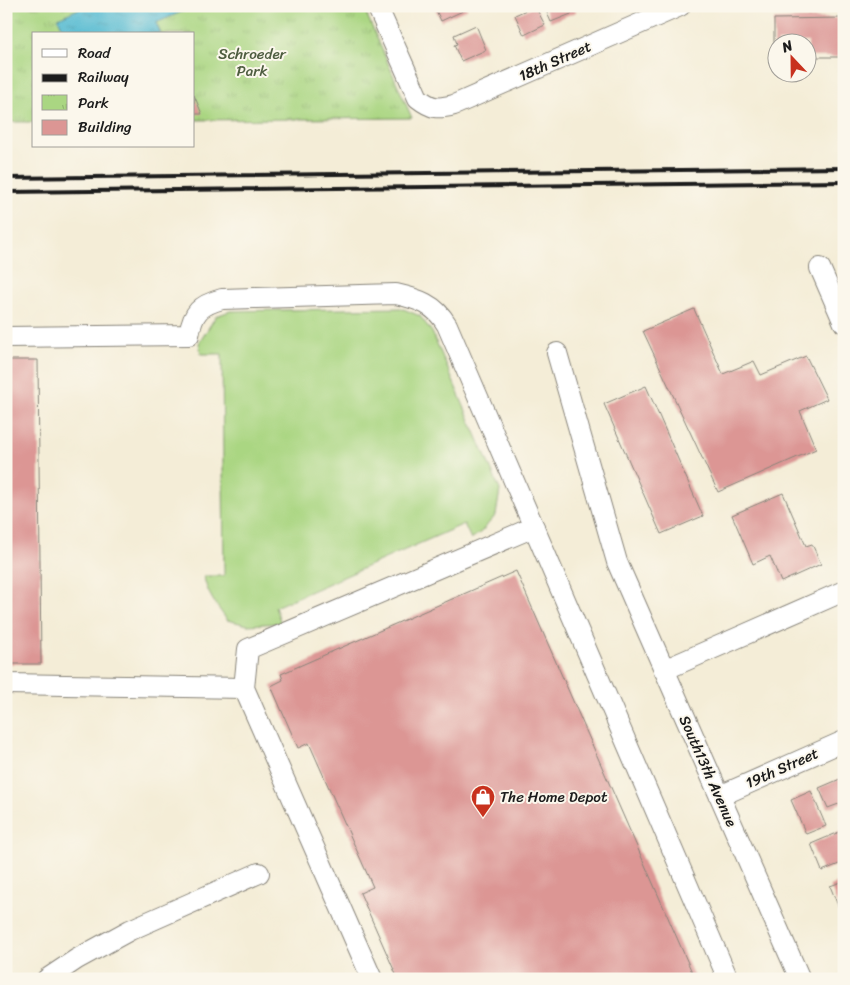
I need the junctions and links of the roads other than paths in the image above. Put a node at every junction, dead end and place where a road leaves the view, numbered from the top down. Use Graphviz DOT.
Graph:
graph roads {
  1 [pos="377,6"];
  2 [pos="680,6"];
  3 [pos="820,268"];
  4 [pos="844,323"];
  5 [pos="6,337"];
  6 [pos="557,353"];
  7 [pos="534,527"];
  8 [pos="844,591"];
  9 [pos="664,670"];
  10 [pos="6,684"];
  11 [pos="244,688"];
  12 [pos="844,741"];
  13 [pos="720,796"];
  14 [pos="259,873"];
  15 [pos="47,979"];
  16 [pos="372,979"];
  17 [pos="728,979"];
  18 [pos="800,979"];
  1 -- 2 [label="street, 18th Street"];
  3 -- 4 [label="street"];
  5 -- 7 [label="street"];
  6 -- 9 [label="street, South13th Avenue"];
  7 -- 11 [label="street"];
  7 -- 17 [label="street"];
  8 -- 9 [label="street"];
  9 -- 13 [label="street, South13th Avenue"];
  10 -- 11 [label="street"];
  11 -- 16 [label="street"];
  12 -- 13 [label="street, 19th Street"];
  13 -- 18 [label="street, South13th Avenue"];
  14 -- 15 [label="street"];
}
▬▬▬▬▬▬
→ GOAL OF THE EXERCISE
Please write out all the entries above exactly, but leave out the pictures.

→ OUTPUT BELOW
I need the junctions and links of the roads other than paths in the image above. Put a node at every junction, dead end and place where a road leaves the view, numbered from the top down. Use Graphviz DOT.
Graph:
graph roads {
  1 [pos="377,6"];
  2 [pos="680,6"];
  3 [pos="820,268"];
  4 [pos="844,323"];
  5 [pos="6,337"];
  6 [pos="557,353"];
  7 [pos="534,527"];
  8 [pos="844,591"];
  9 [pos="664,670"];
  10 [pos="6,684"];
  11 [pos="244,688"];
  12 [pos="844,741"];
  13 [pos="720,796"];
  14 [pos="259,873"];
  15 [pos="47,979"];
  16 [pos="372,979"];
  17 [pos="728,979"];
  18 [pos="800,979"];
  1 -- 2 [label="street, 18th Street"];
  3 -- 4 [label="street"];
  5 -- 7 [label="street"];
  6 -- 9 [label="street, South13th Avenue"];
  7 -- 11 [label="street"];
  7 -- 17 [label="street"];
  8 -- 9 [label="street"];
  9 -- 13 [label="street, South13th Avenue"];
  10 -- 11 [label="street"];
  11 -- 16 [label="street"];
  12 -- 13 [label="street, 19th Street"];
  13 -- 18 [label="street, South13th Avenue"];
  14 -- 15 [label="street"];
}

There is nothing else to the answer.